Yes, Fran, arty indeed. Interesting to peep into the Ransome bookcase and see how prolific and various was his writing.
Hi Barbara, thanks for another reminder of all the off-the-beaten-track exhibits, galleries and houses there are in England, that the visitor doesn’t usually discover. This one sounds like a perfect treasure – countryside, Bloomsbury art, Romneys and a literary exhibit. Can it get any better than that? Certainly not in Southern California, which is why I enjoy reading your blog! (Which I’ve just caught up on and am up-to-date at last, after my New York trip.)
We must coincide on your next trip over here, Diana. I’m sorry we missed each other this year. Glad you still reading the posts here.
So glad you’ve given a mention to George Romney – one of the most underrated artists of the eighteenth century. It looks like a very interesting place to visit, too. It is great to remind everybody that there is a cultural life away from London!
Welcome Agnes and thank you for ‘liking’ previous posts and commenting here. I remember seeing Romney’s former home in Hampstead and discovering that he was born in Lancashire/Cumbria. I think his wife and family remained in Kendal whilst the artist worked tirelessly in London sending money home to them.
I hope to go back again as we really didn’t have a lot of time to inspect the rest of the gallery and museum as I would have hoped. Cultural life up here is rather limited but does mean one has a chance of seeing as much as possible whereas I am often overwhelmed by what is available in London and remembering crowds at past exhibitions often opt for something, even there, a bit more ‘off the beaten track’.
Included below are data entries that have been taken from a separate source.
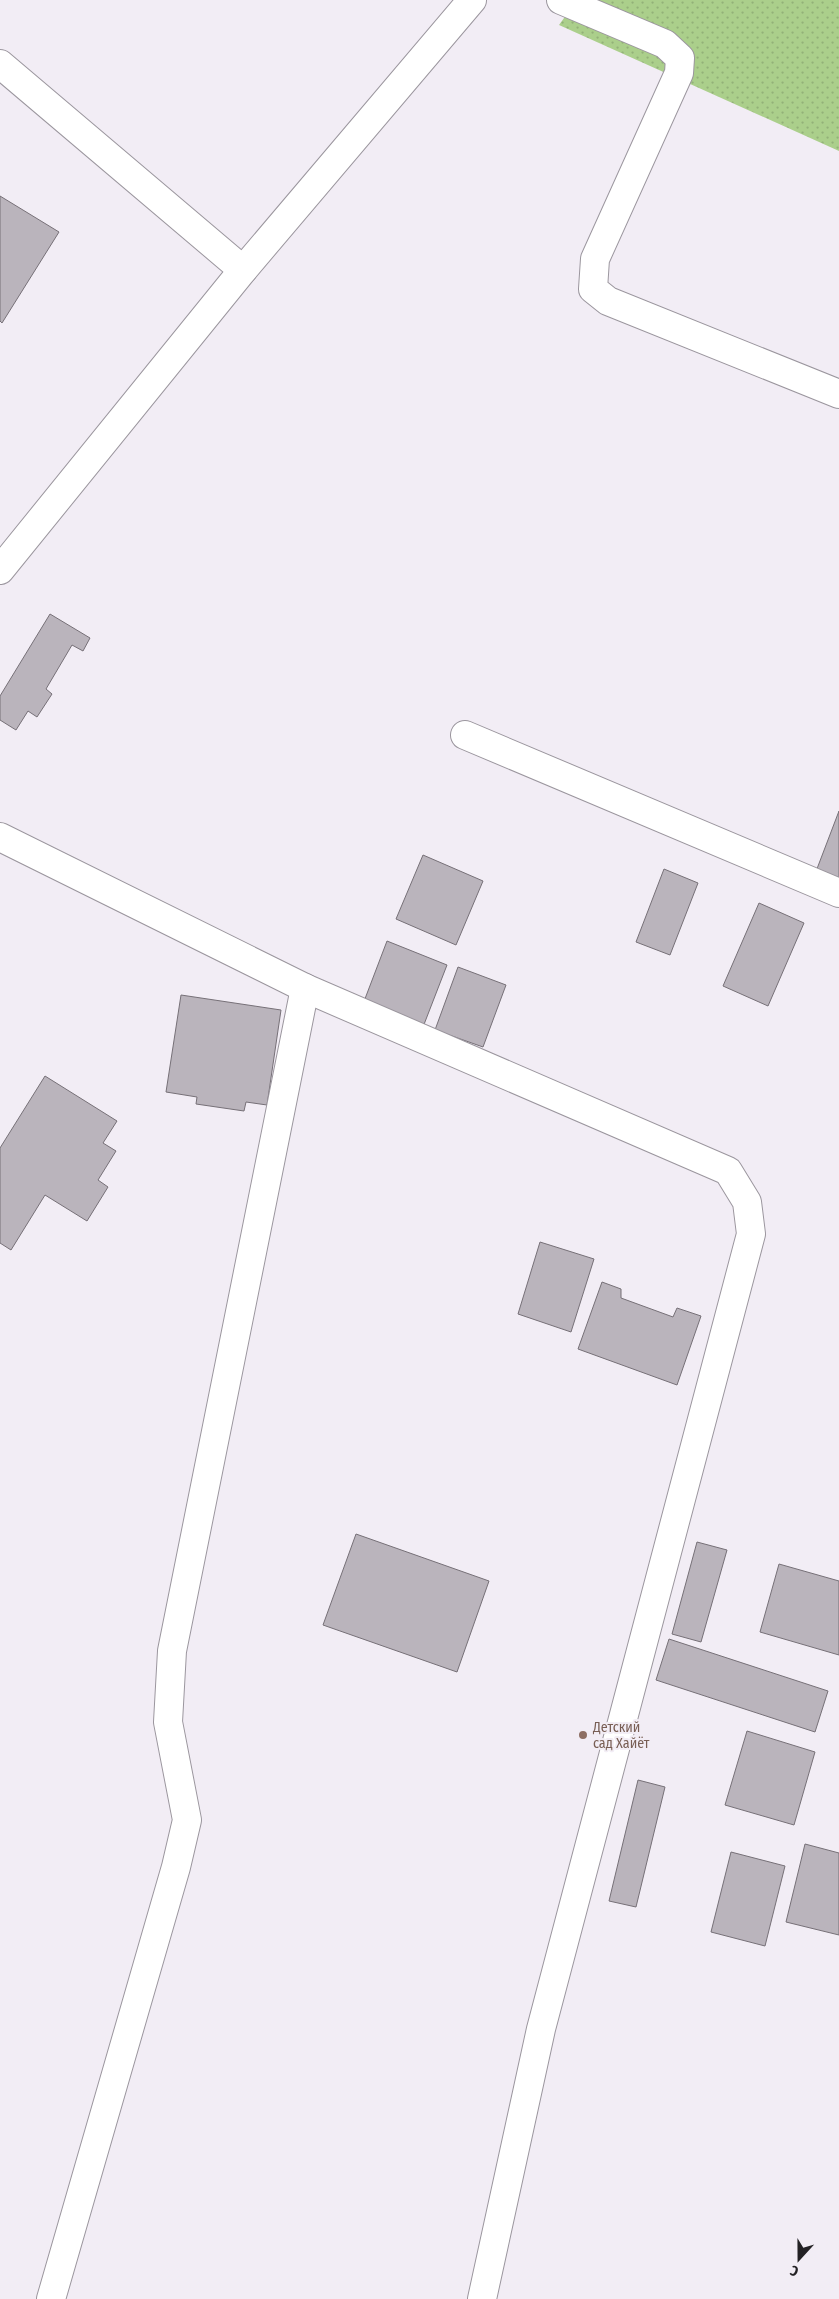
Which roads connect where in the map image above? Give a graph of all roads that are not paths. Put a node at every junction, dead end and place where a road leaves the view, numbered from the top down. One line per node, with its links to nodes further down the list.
1 (472, 0): 4 (street)
2 (561, 0): 5 (street)
3 (0, 64): 4 (street)
4 (243, 270): 6 (street)
5 (839, 394)
6 (0, 570)
7 (465, 735): 9 (street)
8 (0, 838): 10 (street)
9 (839, 893)
10 (305, 988): 11 (street); 12 (street)
11 (51, 2299)
12 (482, 2299)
I’m so glad you enjoyed your day out in my neck of the woods! I’m Kendalian born and bred and have never moved away, so I suppose I do know bits and pieces about ‘the auld grey town’ Romney did indeed leave his wife and family here whilst he pursued his career in London. He married Mary Abbott in the Parish Church which is a hop,skip and a jump to the right from Abbott Hall Gallery and if you’d had time his house is another very short walk to the left along the side of the river complete with civic society plaque! You might now be tempted to come back for another visit!!
Thank you for this interesting comment, Julie. Well, I find it a very attractive ‘auld grey town’ and do hope to revisit just to look around as my fancy takes me. In the past I’ve come over for a particular reason – one of which, a couple of years ago, included a visit to the church, so decided not to do it again this time.Will definitely look out for Romney’s House though.
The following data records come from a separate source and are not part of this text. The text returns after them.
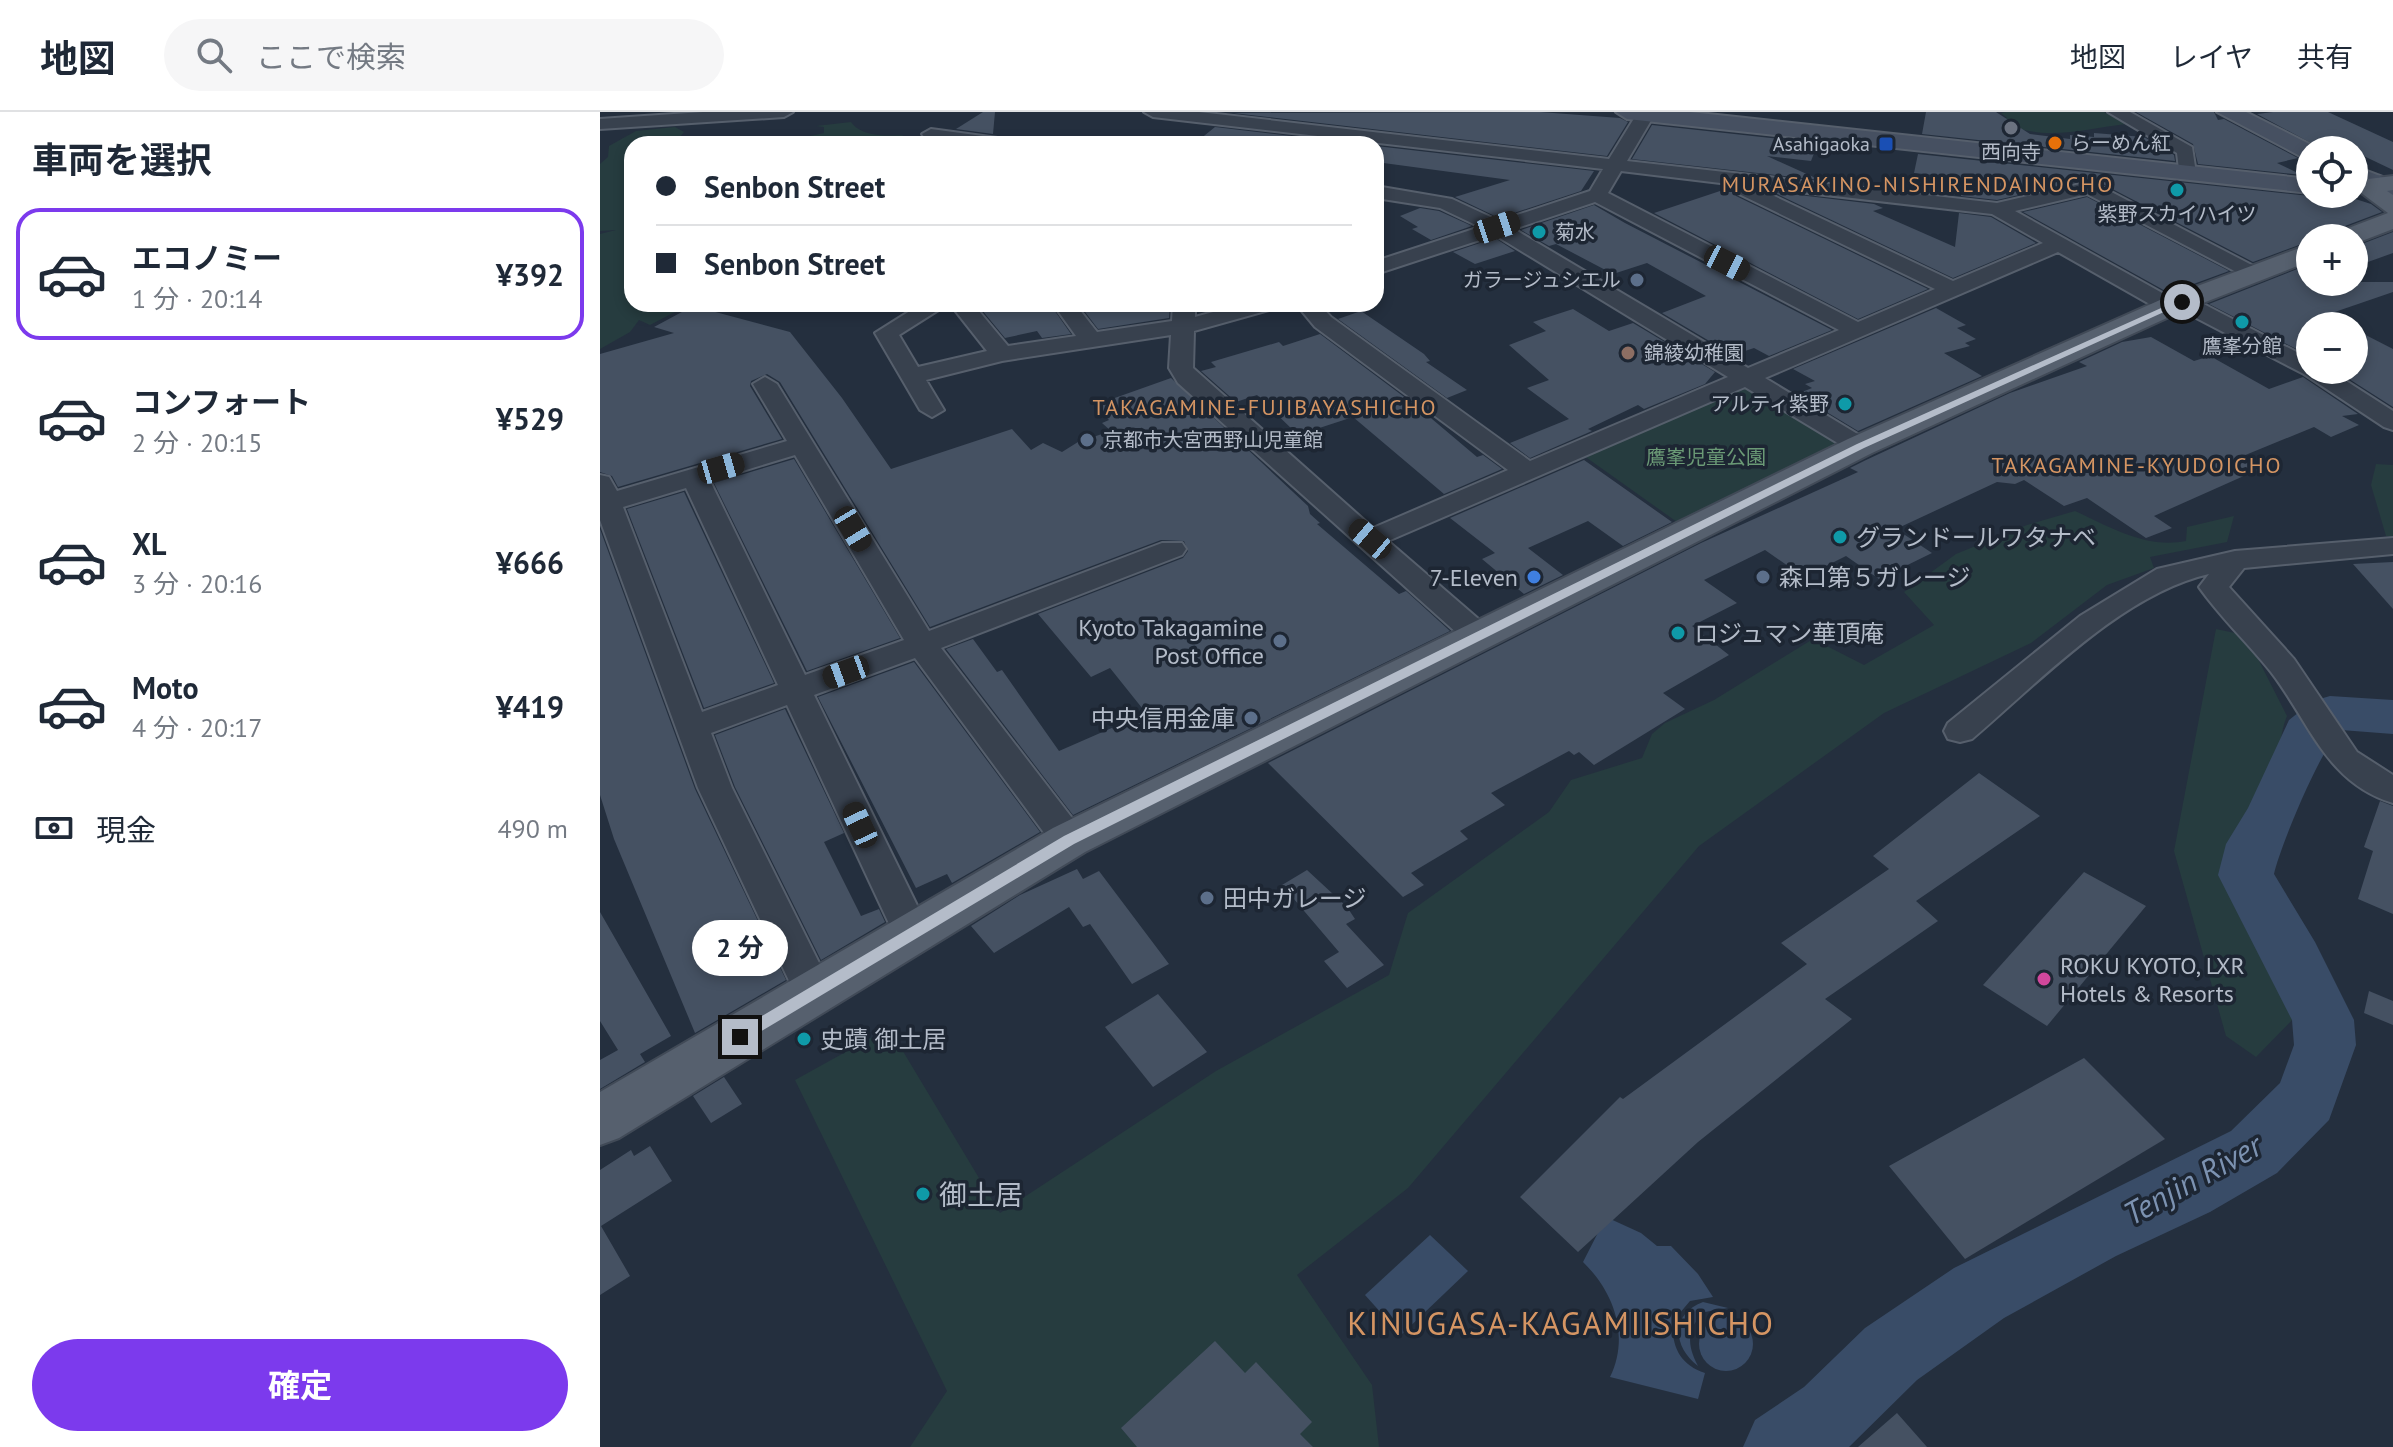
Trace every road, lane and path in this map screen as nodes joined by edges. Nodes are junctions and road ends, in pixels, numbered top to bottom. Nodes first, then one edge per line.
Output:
1 (784, 112) edge
2 (1153, 112) edge
3 (1321, 112) edge
4 (1685, 112) edge
5 (2117, 112) edge
6 (2228, 112) edge
7 (1640, 113) edge
8 (710, 114) edge
9 (955, 119) dead end
10 (1234, 121) junction
11 (600, 124) edge
12 (1302, 129) junction
13 (931, 136) edge
14 (1216, 136) dead end
15 (1295, 136) edge
16 (1363, 136) edge
17 (1888, 137) junction
18 (1384, 138) edge
19 (2296, 145) edge
20 (2086, 159) junction
21 (1614, 165) junction
22 (2187, 170) junction
23 (1719, 177) junction
24 (2296, 178) edge
25 (2296, 184) edge
26 (2089, 188) junction
27 (1384, 193) edge
28 (1597, 195) junction
29 (1997, 209) junction
30 (2393, 220) edge
31 (1497, 227) junction
32 (2368, 230) edge
33 (2058, 244) junction
34 (2296, 257) edge
35 (1384, 265) edge
36 (2256, 273) junction
37 (1953, 289) junction
38 (2176, 304) junction
39 (923, 312) edge
40 (968, 312) edge
41 (1070, 312) edge
42 (1239, 312) edge
43 (1314, 312) edge
44 (1184, 314) edge
45 (1857, 330) junction
46 (1091, 340) junction
47 (1002, 354) junction
48 (2296, 362) edge
49 (912, 376) junction
50 (1747, 378) junction
51 (765, 384) dead end
52 (2336, 384) edge
53 (932, 410) dead end
54 (2390, 416) edge
55 (802, 445) junction
56 (1860, 446) junction
57 (1528, 472) junction
58 (694, 476) junction
59 (603, 493) edge
60 (1370, 539) junction
61 (2393, 546) edge
62 (1172, 549) dead end
63 (2235, 560) junction
64 (1479, 636) junction
65 (922, 645) junction
66 (796, 690) junction
67 (693, 727) junction
68 (1960, 731) dead end
69 (2393, 791) edge
70 (1069, 840) junction
71 (912, 934) junction
72 (814, 993) junction
73 (600, 1121) edge

1 - 8 street
2 - 10 street
3 - 12 street
4 - 17 street
5 - 22 street
6 - 19 street
7 - 17 street
7 - 21 street
8 - 11 street
9 - 13 street
10 - 12 street
10 - 14 street
12 - 15 street
12 - 16 street
17 - 20 street
18 - 21 street
20 - 22 street
20 - 26 street
21 - 23 street
21 - 28 street
22 - 24 street
22 - 25 street
23 - 29 street
23 - 37 street
26 - 29 street
26 - 36 street
27 - 31 street
28 - 31 street
28 - 45 street
29 - 33 street
30 - 32 main road
31 - 35 street
31 - 50 street
33 - 37 street
33 - 38 street
34 - 36 main road
36 - 38 main road
37 - 45 street
38 - 48 street
38 - 56 main road
39 - 49 street
40 - 47 street
41 - 46 street
42 - 44 street
43 - 57 street
44 - 46 street
44 - 60 street
45 - 50 street
46 - 47 street
47 - 49 street
49 - 53 street
50 - 56 street
50 - 57 street
51 - 55 street
52 - 54 street
55 - 58 street
55 - 65 street
56 - 64 main road
57 - 60 street
58 - 59 street
58 - 66 street
59 - 67 street
60 - 64 street
61 - 63 street
62 - 65 street
63 - 68 street
63 - 69 street
64 - 70 main road
65 - 66 street
65 - 70 street
66 - 67 street
66 - 71 street
67 - 72 street
70 - 71 main road
71 - 72 main road
72 - 73 main road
Haven’t been to this particular location, but visited Kendal a few years back and thought it was lovely – we saw an exhibition on the Quaker Tapestry, which was beautiful, and very inspiring, and walked around the ruins of a castle owned by Catherine Parr’s family – I believe she is supposed yo have spent time there as a child.
Hello, Christine, the Quaker Tapestry is still there in Kendal. We passed it on our way out of town. The ruins of the castle may just be seen on the Abbot Hall window picture.
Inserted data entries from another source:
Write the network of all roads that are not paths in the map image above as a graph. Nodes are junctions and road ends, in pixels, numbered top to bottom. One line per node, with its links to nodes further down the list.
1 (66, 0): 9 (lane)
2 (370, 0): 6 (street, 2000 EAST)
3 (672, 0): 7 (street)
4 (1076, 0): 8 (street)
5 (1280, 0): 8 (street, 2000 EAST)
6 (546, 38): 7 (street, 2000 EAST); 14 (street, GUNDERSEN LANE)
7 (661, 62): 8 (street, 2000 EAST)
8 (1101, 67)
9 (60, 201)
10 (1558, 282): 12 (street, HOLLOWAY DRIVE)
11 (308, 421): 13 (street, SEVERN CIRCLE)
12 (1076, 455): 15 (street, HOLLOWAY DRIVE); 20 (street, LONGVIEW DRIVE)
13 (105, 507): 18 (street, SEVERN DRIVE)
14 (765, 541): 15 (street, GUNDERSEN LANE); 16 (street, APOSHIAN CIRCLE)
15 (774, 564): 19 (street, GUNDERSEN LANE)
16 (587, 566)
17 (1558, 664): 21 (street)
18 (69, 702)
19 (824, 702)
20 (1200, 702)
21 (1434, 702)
You’ve beat me to this one! We’re hoping to go up to see the exhibition this Saturday – need to get full value out of our Friends’ membership and a trip to Kendal is always quite pleasant.
I’m sure you will find it interesting, Mick, and I look forward to reading your ‘take’ on it. I mean to visit Kendal again as I don’t know the town itself at all. Have a good day out.
Finally got up to Kendal to have a look at the exhibition today. Enjoyed it very much. Some interesting works by artists I knew and others that were new to me. And it’s always pleasnt strolling along the river and round the town centre. Blog post to follow in the near future
Glad you enjoyed your day out and look forward to reading more of your thoughts shortly. Barbara.